Activity :: Sift the material for lines containing "Toshkent", and return them.

(Exercise inputs Opens)

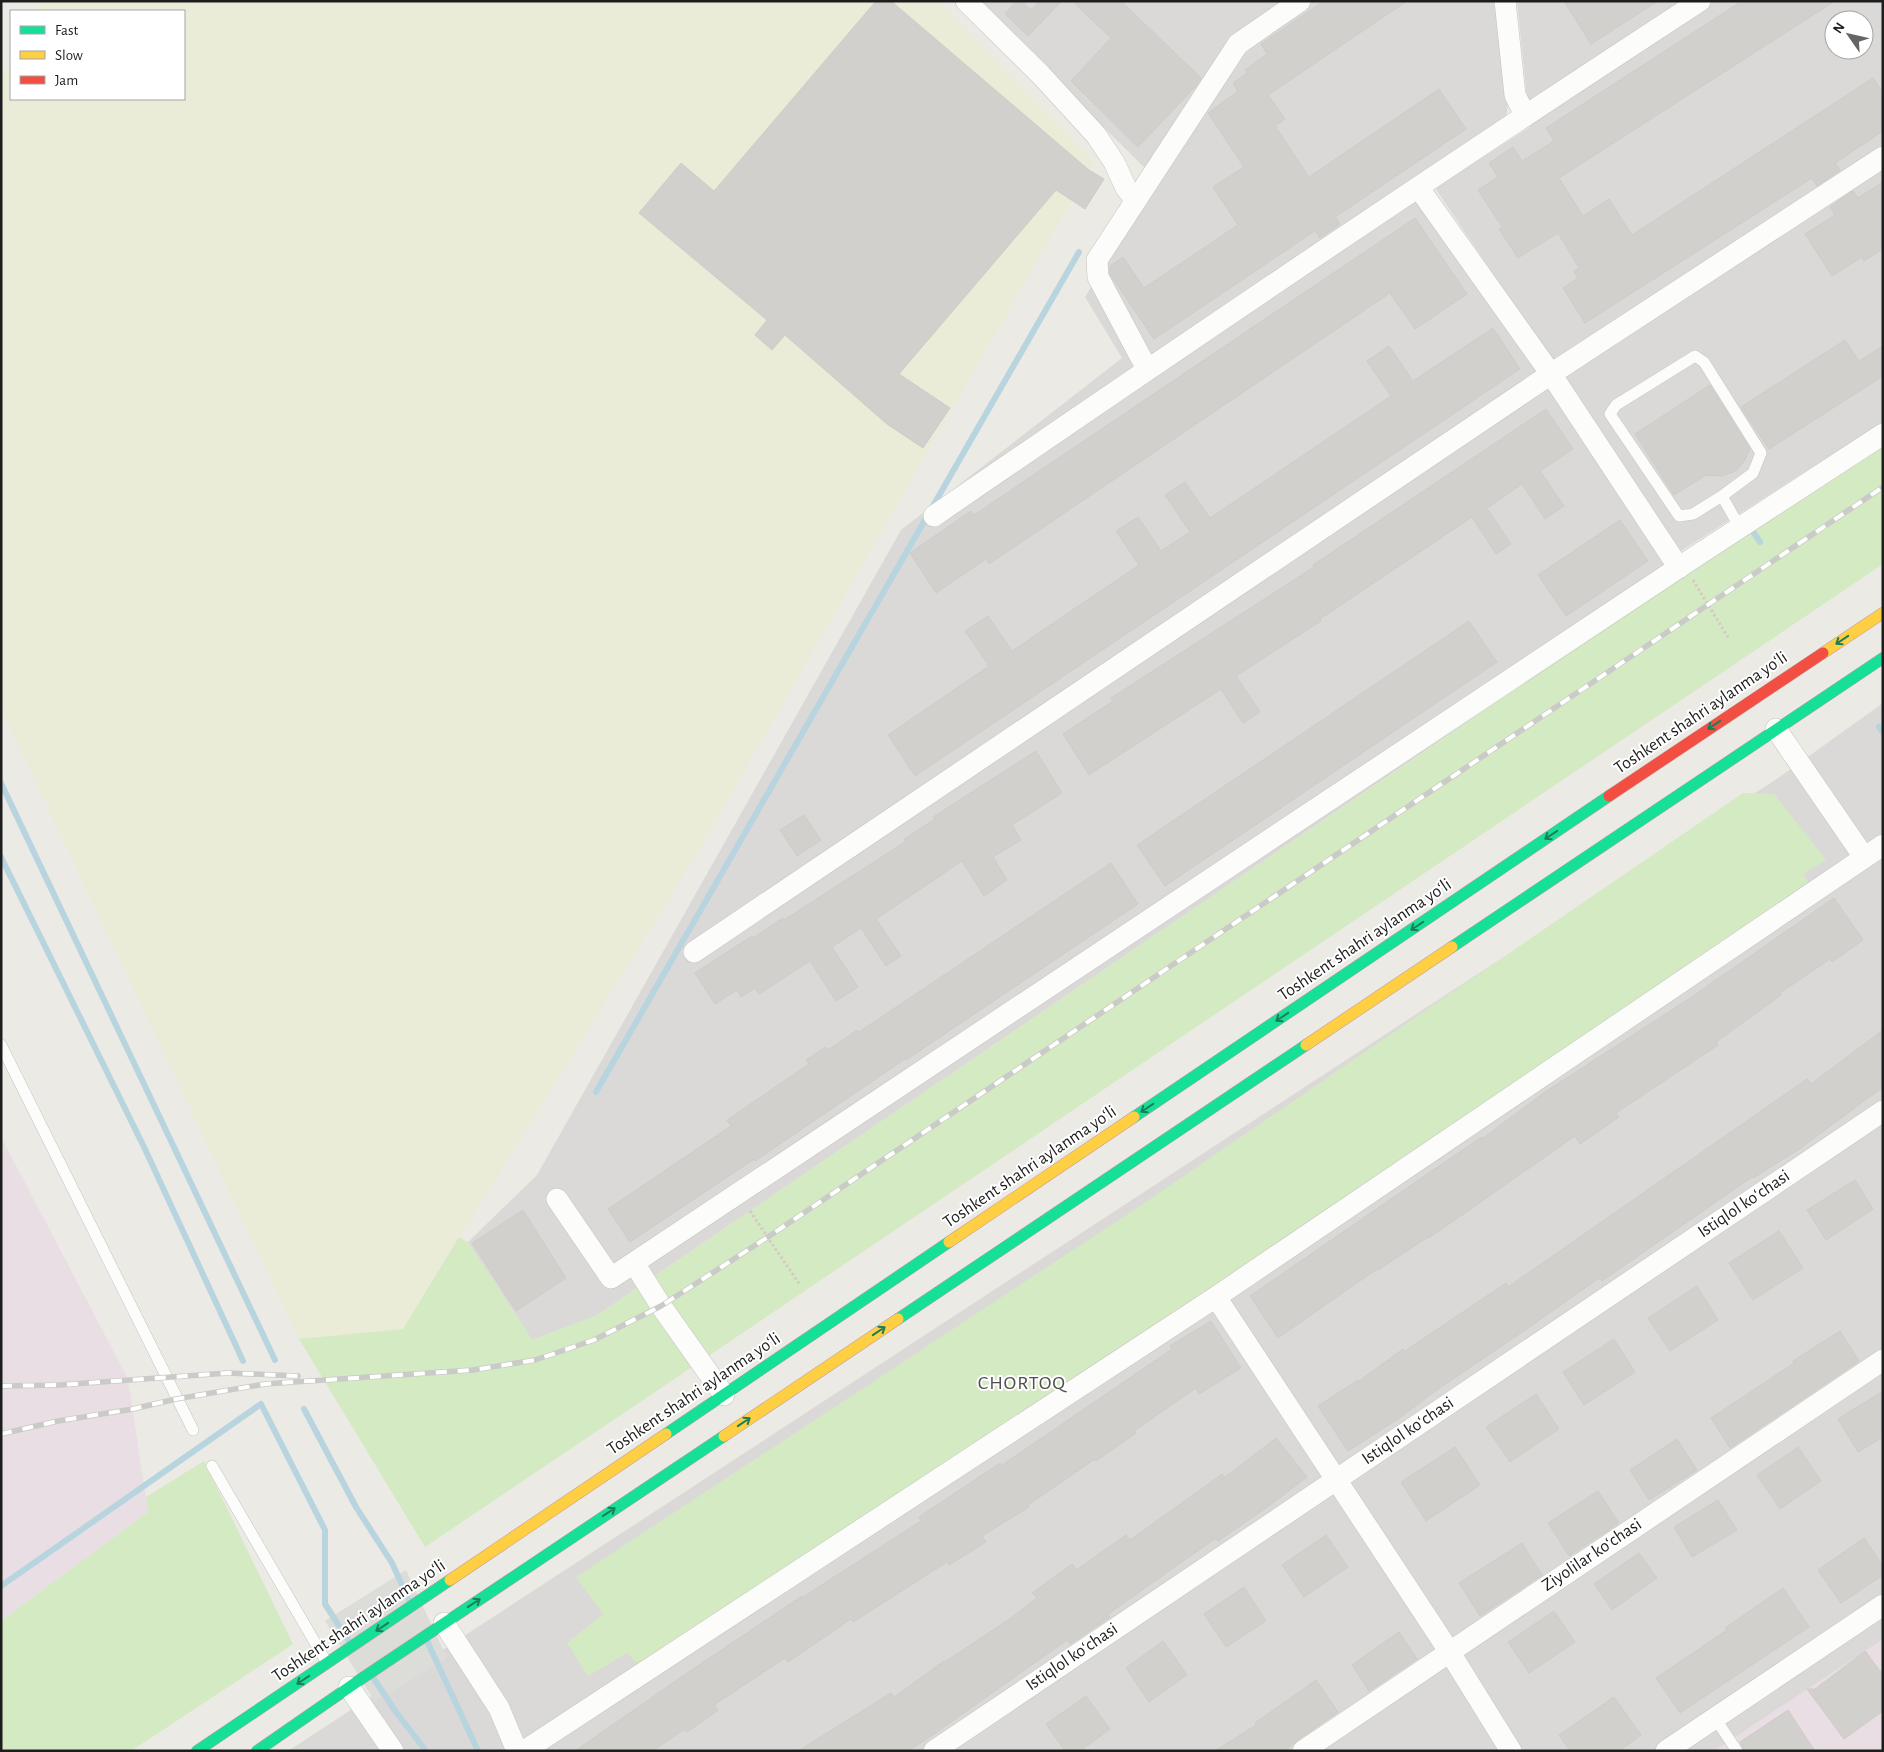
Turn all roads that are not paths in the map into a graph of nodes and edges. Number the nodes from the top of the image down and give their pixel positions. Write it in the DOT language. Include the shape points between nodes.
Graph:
graph roads {
  1 [pos="966,1"];
  2 [pos="1300,1"];
  3 [pos="1505,1"];
  4 [pos="1700,1"];
  5 [pos="1525,115"];
  6 [pos="1883,157"];
  7 [pos="1418,187"];
  8 [pos="1135,200"];
  9 [pos="1147,370"];
  10 [pos="1551,374"];
  11 [pos="1883,434"];
  12 [pos="1722,496"];
  13 [pos="934,516"];
  14 [pos="1740,528"];
  15 [pos="1681,566"];
  16 [pos="1883,613"];
  17 [pos="1883,658"];
  18 [pos="1754,698"];
  19 [pos="1754,714"];
  20 [pos="1771,728"];
  21 [pos="1883,844"];
  22 [pos="1864,858"];
  23 [pos="694,952"];
  24 [pos="1,1045"];
  25 [pos="1883,1111"];
  26 [pos="557,1199"];
  27 [pos="634,1263"];
  28 [pos="1216,1297"];
  29 [pos="1883,1360"];
  30 [pos="724,1395"];
  31 [pos="193,1430"];
  32 [pos="212,1466"];
  33 [pos="1335,1480"];
  34 [pos="1883,1605"];
  35 [pos="439,1626"];
  36 [pos="1449,1651"];
  37 [pos="327,1663"];
  38 [pos="355,1683"];
  39 [pos="1715,1718"];
  40 [pos="197,1751"];
  41 [pos="257,1751"];
  42 [pos="393,1751"];
  43 [pos="517,1751"];
  44 [pos="524,1751"];
  45 [pos="934,1751"];
  46 [pos="1303,1751"];
  47 [pos="1511,1751"];
  48 [pos="1666,1751"];
  49 [pos="1737,1751"];
  1 -- 8 [label="street" via="1041,74 1096,135"];
  2 -- 8 [label="street" via="1238,44"];
  3 -- 5 [label="street" via="1516,95"];
  4 -- 5 [label="street"];
  5 -- 7 [label="street"];
  6 -- 10 [label="street"];
  7 -- 9 [label="street"];
  7 -- 10 [label="street"];
  8 -- 9 [label="street" via="1096,260 1098,277"];
  9 -- 13 [label="street"];
  10 -- 15 [label="street"];
  10 -- 23 [label="street"];
  11 -- 14 [label="street"];
  12 -- 12 [label="lane" via="1692,514 1679,516 1610,414 1616,405 1695,356 1704,362 1761,452 1753,473"];
  12 -- 14 [label="lane"];
  14 -- 15 [label="street"];
  15 -- 27 [label="street"];
  16 -- 18 [label="highway, Toshkent shahri aylanma yoʻli, one-way"];
  17 -- 20 [label="highway"];
  18 -- 19 [label="highway"];
  18 -- 30 [label="highway, Toshkent shahri aylanma yoʻli, one-way"];
  20 -- 22 [label="street"];
  35 -- 20 [label="highway, one-way"];
  21 -- 22 [label="street"];
  22 -- 28 [label="street"];
  24 -- 31 [label="lane"];
  25 -- 33 [label="street, Istiqlol koʻchasi"];
  26 -- 27 [label="street" via="611,1278"];
  27 -- 30 [label="street"];
  28 -- 33 [label="street"];
  28 -- 44 [label="street"];
  29 -- 36 [label="street, Ziyolilar koʻchasi"];
  30 -- 37 [label="highway, Toshkent shahri aylanma yoʻli, one-way"];
  32 -- 37 [label="lane"];
  33 -- 36 [label="street"];
  33 -- 45 [label="street, Istiqlol koʻchasi"];
  34 -- 39 [label="street"];
  35 -- 38 [label="highway"];
  35 -- 43 [label="street" via="499,1708"];
  36 -- 46 [label="street, Ziyolilar koʻchasi"];
  36 -- 47 [label="street"];
  37 -- 40 [label="highway, Toshkent shahri aylanma yoʻli, one-way"];
  38 -- 41 [label="highway"];
  38 -- 42 [label="street"];
  39 -- 48 [label="street"];
  39 -- 49 [label="lane"];
}
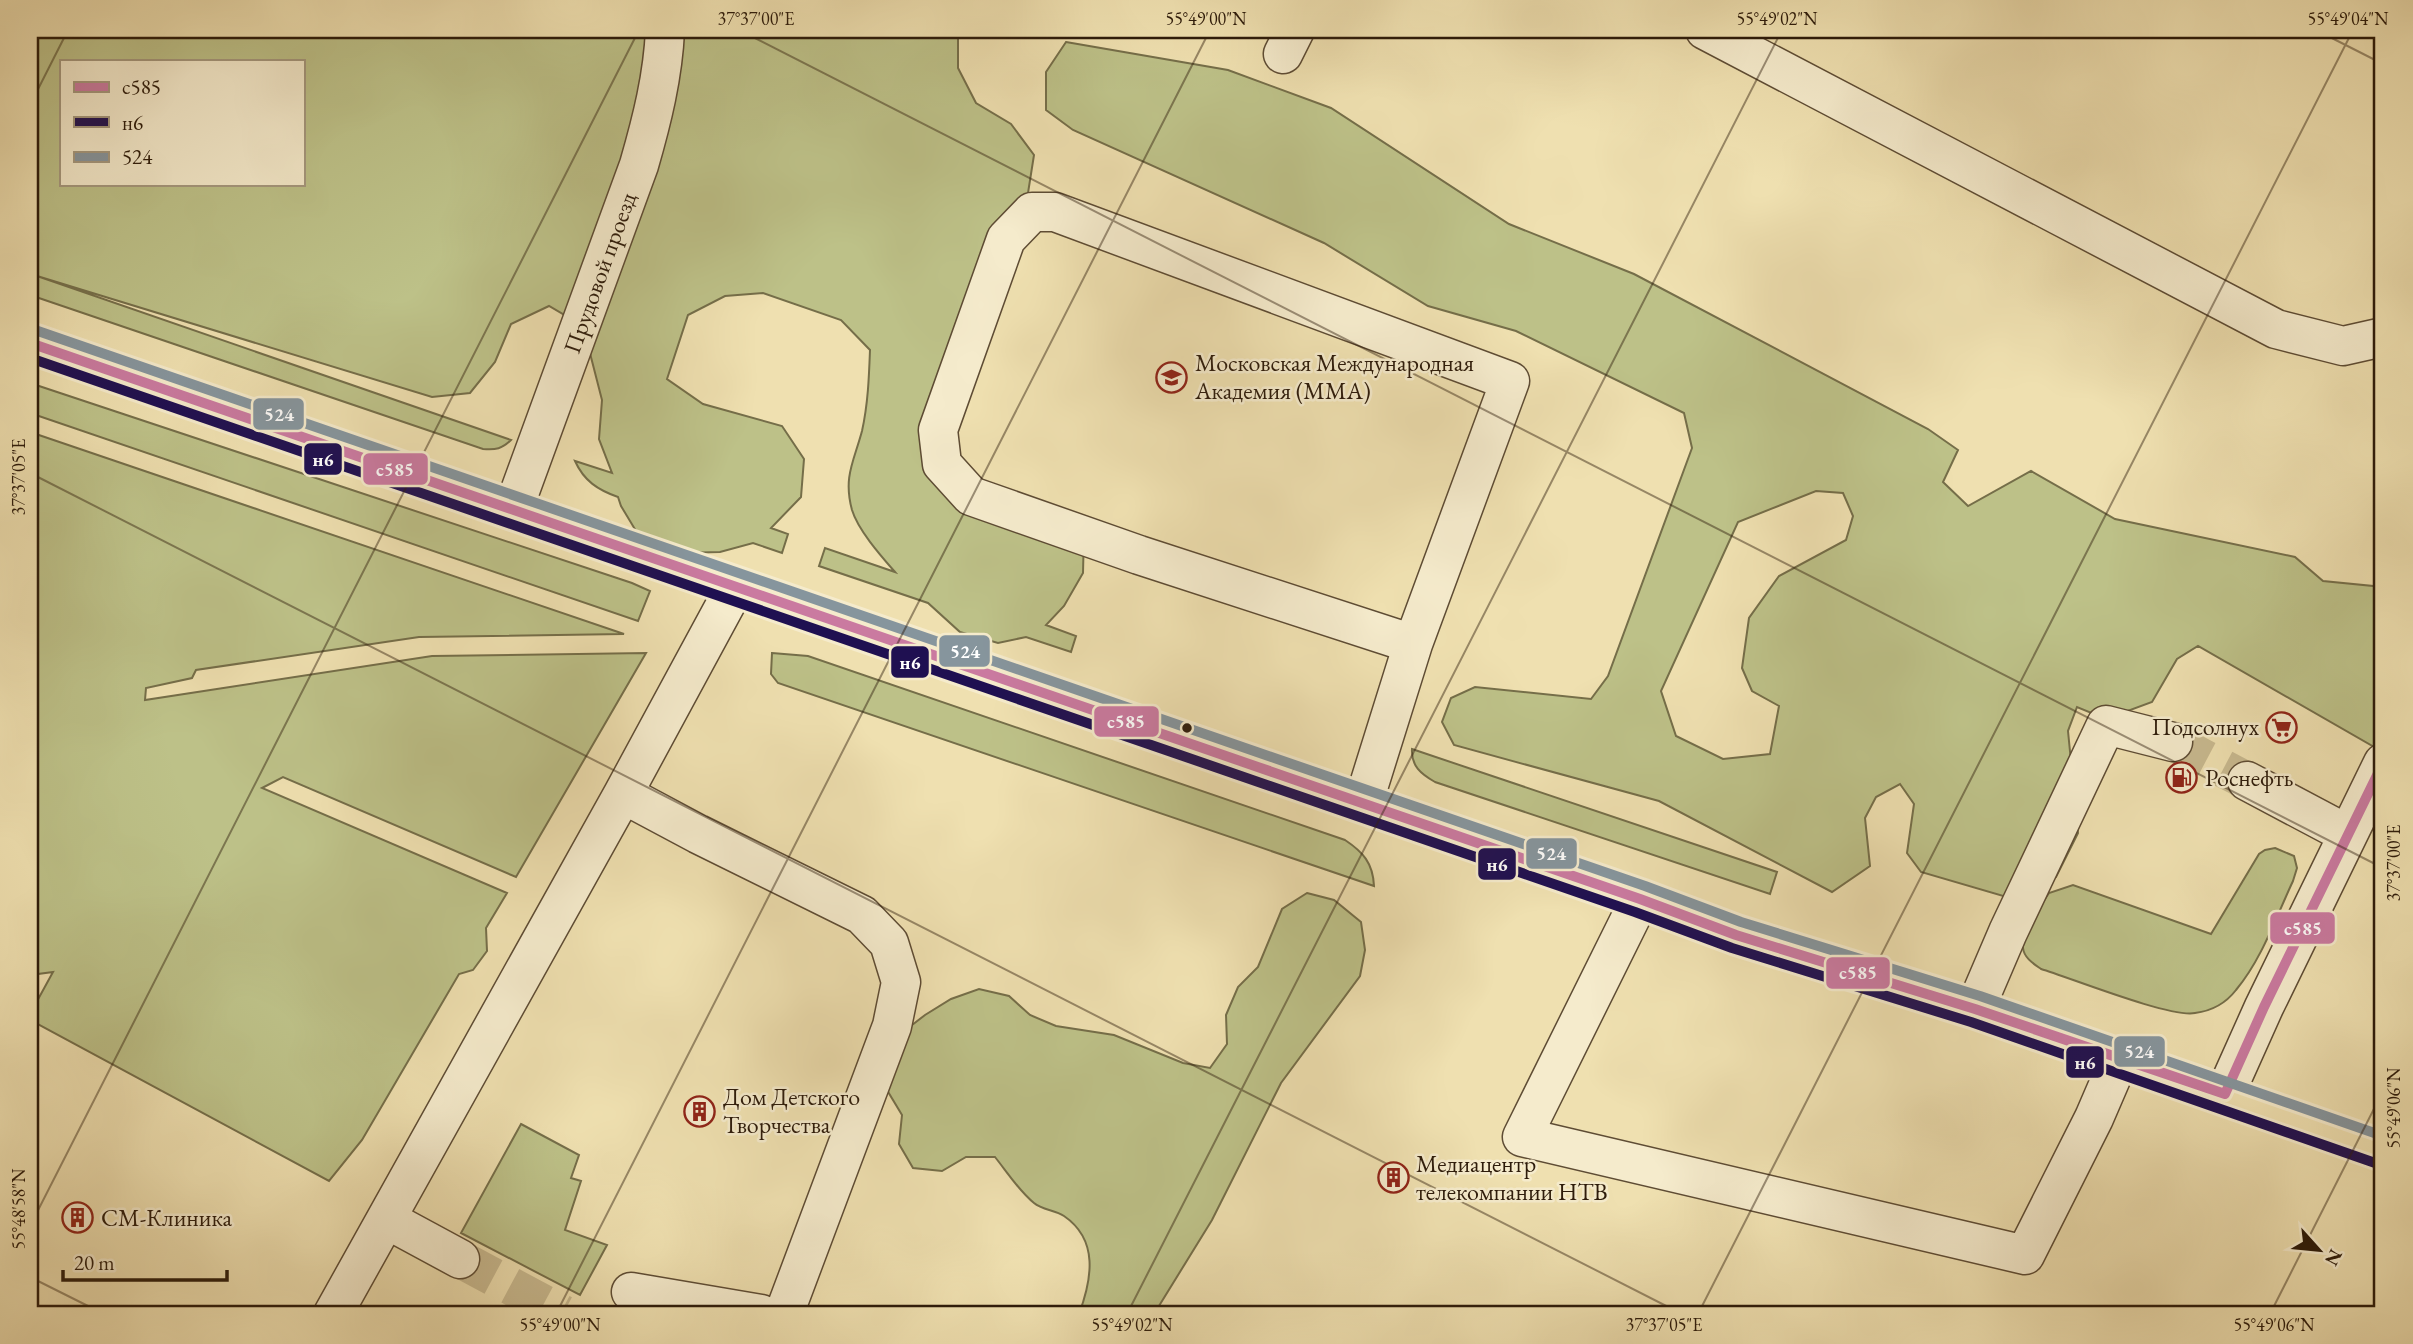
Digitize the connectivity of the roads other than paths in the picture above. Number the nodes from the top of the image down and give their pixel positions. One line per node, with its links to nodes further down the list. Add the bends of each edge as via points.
1 (665, 30): 5 (street, Прудовой проезд, via 654,113 639,165)
2 (1705, 30): 3 (street, via 2276,329 2343,346)
3 (2383, 337)
4 (30, 343): 5 (main road)
5 (513, 510): 6 (main road)
6 (735, 587): 11 (street); 12 (main road)
7 (1413, 644): 7 (street, via 971,496 942,464 938,430 1006,239 1031,212 1055,212 1510,381); 12 (street)
8 (2173, 742): 15 (street, via 2106,725)
9 (2380, 780): 13 (street)
10 (2247, 781): 13 (street)
11 (623, 794): 19 (street); 24 (street, via 862,915 889,943 901,982 892,1026)
12 (1363, 804): 14 (main road)
13 (2347, 834): 17 (street)
14 (1640, 899): 15 (main road, via 1735,935); 16 (street, via 1522,1137 2025,1255)
15 (1975, 1009): 16 (main road)
16 (2119, 1060): 17 (main road)
17 (2225, 1094): 18 (main road)
18 (2383, 1151)
19 (386, 1219): 20 (street); 22 (street)
20 (460, 1259)
21 (631, 1292): 23 (street)
22 (333, 1314)
23 (761, 1314)
24 (784, 1314)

(Exercise inputs Closes)

Problem solution ::
  16 -- 18 [label="highway, Toshkent shahri aylanma yoʻli, one-way"];
  18 -- 30 [label="highway, Toshkent shahri aylanma yoʻli, one-way"];
  30 -- 37 [label="highway, Toshkent shahri aylanma yoʻli, one-way"];
  37 -- 40 [label="highway, Toshkent shahri aylanma yoʻli, one-way"];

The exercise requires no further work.